気まずい空気が漂う中、彼はちらりとテーブルの上の手紙に目を向けた。
「それで……手紙は読まなくていいのか?」
「ああ、そうだった」
アメリアは思い出したように手紙を取り出し、封蝋を外して中を広げる。
だが、内容に目を通した瞬間、彼の表情が一気に引きつった。
カップを持つ手が止まり、しばらく黙り込む。
「は? は?」
何度か手紙を読み返し、呆れと怒りがない交ぜになった声を漏らした。
「こいつ……馬鹿なの?」
「お、おい、お前の雇い主だろうが……で、なんて書いてあったんだ?」
冷静な男が困惑と興味の入り混じった表情で尋ねる。
アメリアは手紙を机に叩きつけ、深いため息をつく。
「リーゼロッテ様の裸を魔導具で撮影してこい……だってさ」
一瞬の沈黙。

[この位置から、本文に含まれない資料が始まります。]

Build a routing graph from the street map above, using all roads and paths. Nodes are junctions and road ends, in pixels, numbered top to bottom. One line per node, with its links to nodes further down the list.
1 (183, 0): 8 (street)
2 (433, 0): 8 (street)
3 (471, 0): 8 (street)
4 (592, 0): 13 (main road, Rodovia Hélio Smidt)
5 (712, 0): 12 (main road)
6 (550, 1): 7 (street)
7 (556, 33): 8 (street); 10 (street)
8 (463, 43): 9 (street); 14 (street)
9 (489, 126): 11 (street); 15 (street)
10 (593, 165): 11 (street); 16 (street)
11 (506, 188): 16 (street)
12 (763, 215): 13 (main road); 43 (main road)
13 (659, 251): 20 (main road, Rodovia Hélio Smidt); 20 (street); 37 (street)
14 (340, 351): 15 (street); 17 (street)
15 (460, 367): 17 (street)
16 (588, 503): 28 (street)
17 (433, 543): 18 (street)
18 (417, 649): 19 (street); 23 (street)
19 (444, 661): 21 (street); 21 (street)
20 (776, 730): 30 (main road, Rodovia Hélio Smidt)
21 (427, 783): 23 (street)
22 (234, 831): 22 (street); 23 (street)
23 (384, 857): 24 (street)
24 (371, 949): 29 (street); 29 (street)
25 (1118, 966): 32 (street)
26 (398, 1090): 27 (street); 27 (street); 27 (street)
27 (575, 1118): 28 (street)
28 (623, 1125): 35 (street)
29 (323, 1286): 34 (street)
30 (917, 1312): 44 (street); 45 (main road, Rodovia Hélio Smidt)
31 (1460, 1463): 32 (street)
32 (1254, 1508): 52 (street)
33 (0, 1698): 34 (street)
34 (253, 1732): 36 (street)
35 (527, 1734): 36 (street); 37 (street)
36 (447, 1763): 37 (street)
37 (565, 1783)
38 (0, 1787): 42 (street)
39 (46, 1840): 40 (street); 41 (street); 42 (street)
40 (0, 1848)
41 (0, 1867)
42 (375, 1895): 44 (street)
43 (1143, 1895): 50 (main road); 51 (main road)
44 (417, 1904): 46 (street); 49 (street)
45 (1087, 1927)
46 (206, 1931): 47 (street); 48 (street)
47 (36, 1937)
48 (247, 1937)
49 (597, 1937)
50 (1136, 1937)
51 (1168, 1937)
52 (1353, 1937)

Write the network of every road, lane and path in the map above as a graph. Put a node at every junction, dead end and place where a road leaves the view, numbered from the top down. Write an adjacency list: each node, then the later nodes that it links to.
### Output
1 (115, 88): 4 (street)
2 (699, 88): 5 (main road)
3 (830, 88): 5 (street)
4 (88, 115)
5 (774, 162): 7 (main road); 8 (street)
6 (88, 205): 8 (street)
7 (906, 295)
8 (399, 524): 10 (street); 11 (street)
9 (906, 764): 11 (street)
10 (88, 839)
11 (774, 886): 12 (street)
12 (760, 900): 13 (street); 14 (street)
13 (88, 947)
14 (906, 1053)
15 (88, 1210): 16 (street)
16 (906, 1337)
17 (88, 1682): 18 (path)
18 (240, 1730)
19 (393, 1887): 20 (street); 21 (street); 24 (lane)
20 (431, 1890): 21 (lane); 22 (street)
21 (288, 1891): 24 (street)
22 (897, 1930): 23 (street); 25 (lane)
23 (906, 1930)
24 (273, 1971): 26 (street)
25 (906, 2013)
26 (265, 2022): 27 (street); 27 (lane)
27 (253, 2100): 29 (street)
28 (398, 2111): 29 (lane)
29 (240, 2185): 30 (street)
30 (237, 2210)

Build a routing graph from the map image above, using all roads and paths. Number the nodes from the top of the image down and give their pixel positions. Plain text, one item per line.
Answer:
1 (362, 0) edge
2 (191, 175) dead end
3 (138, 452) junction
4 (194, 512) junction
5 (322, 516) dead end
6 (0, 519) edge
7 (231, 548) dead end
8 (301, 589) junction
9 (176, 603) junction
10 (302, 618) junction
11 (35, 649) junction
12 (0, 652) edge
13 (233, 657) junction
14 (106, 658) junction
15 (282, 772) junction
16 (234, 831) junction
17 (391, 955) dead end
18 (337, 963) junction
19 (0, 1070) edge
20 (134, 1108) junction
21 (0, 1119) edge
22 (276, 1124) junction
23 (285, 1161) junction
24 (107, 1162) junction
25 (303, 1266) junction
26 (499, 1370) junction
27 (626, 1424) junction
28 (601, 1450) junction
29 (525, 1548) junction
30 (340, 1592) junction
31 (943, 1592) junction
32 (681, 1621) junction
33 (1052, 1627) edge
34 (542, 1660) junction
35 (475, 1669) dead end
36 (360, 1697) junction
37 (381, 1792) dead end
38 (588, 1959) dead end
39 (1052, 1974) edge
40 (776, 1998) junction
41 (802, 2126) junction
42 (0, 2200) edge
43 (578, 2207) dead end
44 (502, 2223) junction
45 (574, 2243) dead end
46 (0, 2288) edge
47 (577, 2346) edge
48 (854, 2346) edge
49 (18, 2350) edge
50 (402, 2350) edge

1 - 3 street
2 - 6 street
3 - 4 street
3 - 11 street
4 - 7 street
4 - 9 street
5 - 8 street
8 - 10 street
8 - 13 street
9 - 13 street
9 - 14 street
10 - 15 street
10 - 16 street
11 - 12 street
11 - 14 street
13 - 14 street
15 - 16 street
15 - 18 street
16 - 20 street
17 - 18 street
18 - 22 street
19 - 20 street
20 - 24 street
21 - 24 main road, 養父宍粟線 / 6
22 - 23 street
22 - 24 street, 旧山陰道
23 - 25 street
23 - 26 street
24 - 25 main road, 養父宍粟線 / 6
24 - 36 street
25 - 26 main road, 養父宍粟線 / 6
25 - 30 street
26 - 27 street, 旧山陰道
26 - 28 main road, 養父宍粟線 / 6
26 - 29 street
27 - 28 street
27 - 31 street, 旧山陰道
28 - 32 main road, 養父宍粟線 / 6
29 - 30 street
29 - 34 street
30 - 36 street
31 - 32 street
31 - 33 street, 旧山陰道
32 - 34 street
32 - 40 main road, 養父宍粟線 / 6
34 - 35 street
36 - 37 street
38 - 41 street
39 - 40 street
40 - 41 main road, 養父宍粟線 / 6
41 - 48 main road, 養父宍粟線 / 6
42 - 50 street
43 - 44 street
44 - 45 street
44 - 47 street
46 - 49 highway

そして――
「ゴクリ」
喉を鳴らす音が静寂を破る。
「お、お、そんときは俺にも見せてくれよな!」
軽薄な男がにやけながら言うと、アメリアの視線が鋭く光った。
「……お前の雇い主、すごいな。できれば俺も……オフィーリア様のを頼む」
冷静な男が静かに呟くと、アメリアはさらに呆れた顔で振り返った。
「いやいや、何言ってんの! 冷静なのが取り柄じゃなかったの!?」
その間もヴォルフは表情一つ変えず、銀製のカップを静かにテーブルに置く。
「……淑妃様、セリーヌ様のも撮ってきてくれ」
「ちょっと待て!」
アメリアは怒りを込めて声を上げ、勢いよくカップをテーブルに叩きつける。
「リーゼロッテ様もオフィーリア様も、アイナ様もフィオナ様も、全員人間やめてるって話したよね? 聞いてた? こんなことバレたら俺、確実に消されるから!」
部屋に緊張感が走るが、軽薄な男はどこ吹く風といった様子で、肩をすくめるだけだった。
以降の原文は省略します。